Dataset entries:
▶
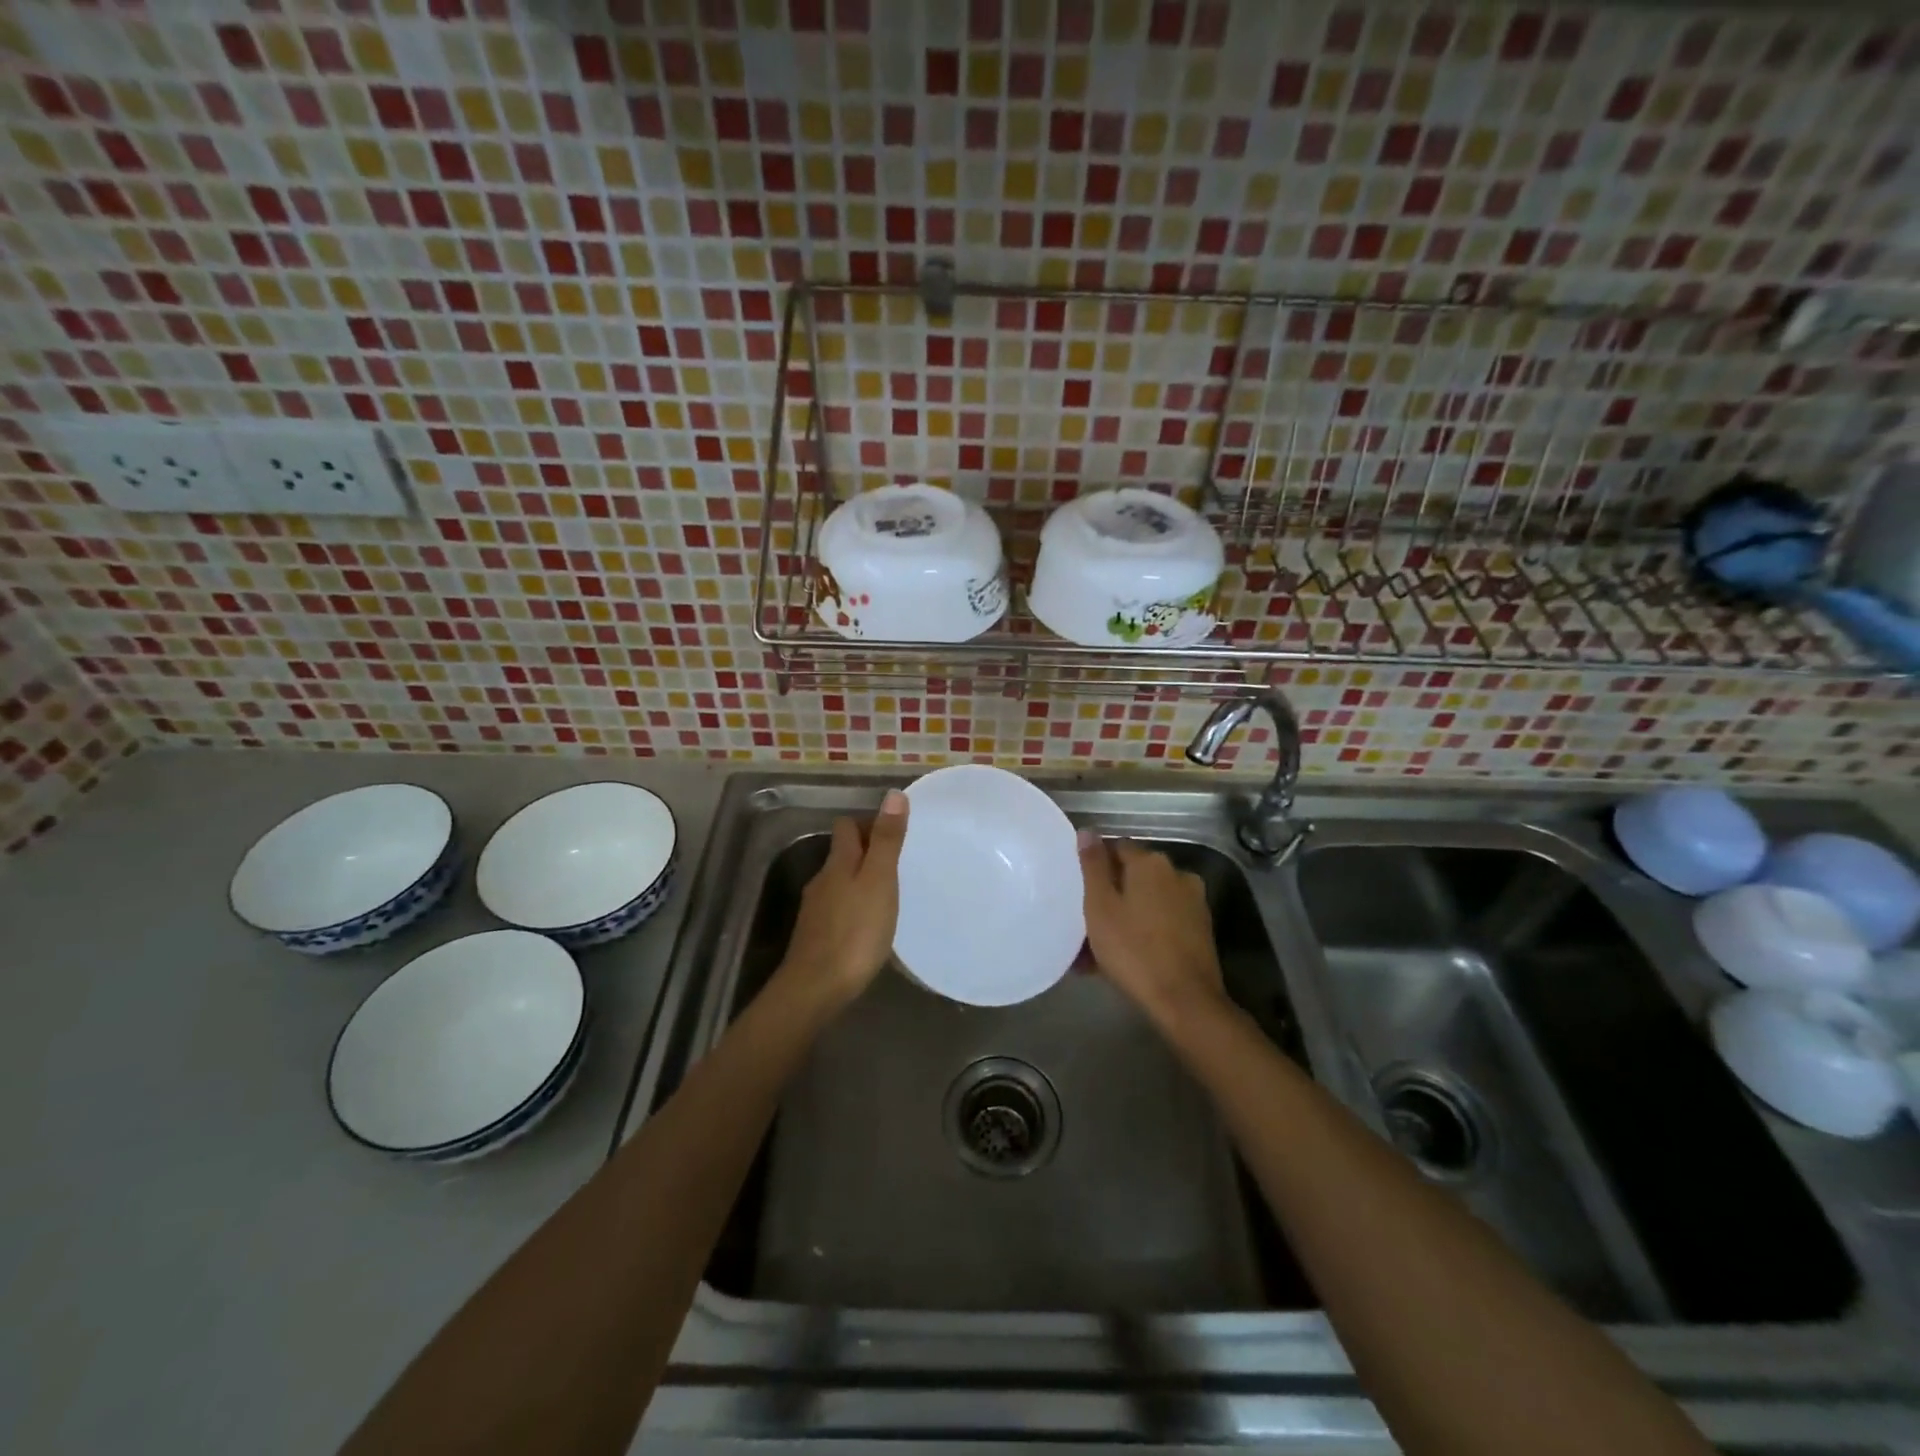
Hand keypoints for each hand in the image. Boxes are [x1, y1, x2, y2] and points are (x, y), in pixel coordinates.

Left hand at [779, 790, 909, 1007]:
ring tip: (888, 891)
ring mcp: (816, 908)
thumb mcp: (879, 881)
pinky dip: (853, 905)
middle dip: (866, 851)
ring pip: (839, 881)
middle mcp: (822, 879)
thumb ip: (886, 840)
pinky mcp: (816, 935)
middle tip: (897, 860)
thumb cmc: (856, 931)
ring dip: (860, 879)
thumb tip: (893, 794)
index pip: (847, 826)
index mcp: (839, 862)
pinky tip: (869, 922)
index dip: (867, 822)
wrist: (816, 987)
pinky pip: (838, 908)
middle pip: (842, 853)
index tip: (893, 830)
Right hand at [1079, 832, 1229, 1031]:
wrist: (1185, 1001)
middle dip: (1110, 895)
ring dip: (1124, 917)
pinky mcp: (1200, 930)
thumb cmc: (1133, 950)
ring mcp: (1193, 903)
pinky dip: (1142, 932)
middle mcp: (1177, 875)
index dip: (1096, 865)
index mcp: (1151, 863)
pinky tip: (1124, 957)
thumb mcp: (1100, 906)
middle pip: (1134, 876)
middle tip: (1084, 922)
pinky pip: (1161, 922)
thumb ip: (1093, 866)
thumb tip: (1088, 831)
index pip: (1116, 847)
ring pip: (1147, 902)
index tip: (1078, 888)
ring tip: (1098, 948)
◀
● **Task directions**: Repeat the entries verbatim; no pictures.

● **Expected output**:
Hand keypoints for each hand in the image. Boxes are [x1, y1, x2, y2] and points are (x, y), in pixel coordinates.

Left hand at [779, 790, 909, 1007]:
ring tip: (888, 891)
ring mcp: (816, 908)
thumb mcp: (879, 881)
pinky dip: (853, 905)
middle dip: (866, 851)
ring pip: (839, 881)
middle mcp: (822, 879)
thumb ip: (886, 840)
pinky mcp: (816, 935)
middle tip: (897, 860)
thumb cmc: (856, 931)
ring dip: (860, 879)
thumb tip: (893, 794)
index pip: (847, 826)
index mcp: (839, 862)
pinky tip: (869, 922)
index dip: (867, 822)
wrist: (816, 987)
pinky pip: (838, 908)
middle pip: (842, 853)
index tip: (893, 830)
Right hand at [1079, 832, 1229, 1031]:
wrist: (1185, 1001)
middle dip: (1110, 895)
ring dip: (1124, 917)
pinky mcp: (1200, 930)
thumb cmc: (1133, 950)
ring mcp: (1193, 903)
pinky dip: (1142, 932)
middle mcp: (1177, 875)
index dip: (1096, 865)
index mcp: (1151, 863)
pinky tip: (1124, 957)
thumb mcp: (1100, 906)
middle pip: (1134, 876)
middle tip: (1084, 922)
pinky pip: (1161, 922)
thumb ip: (1093, 866)
thumb tip: (1088, 831)
index pip: (1116, 847)
ring pip: (1147, 902)
index tip: (1078, 888)
ring tip: (1098, 948)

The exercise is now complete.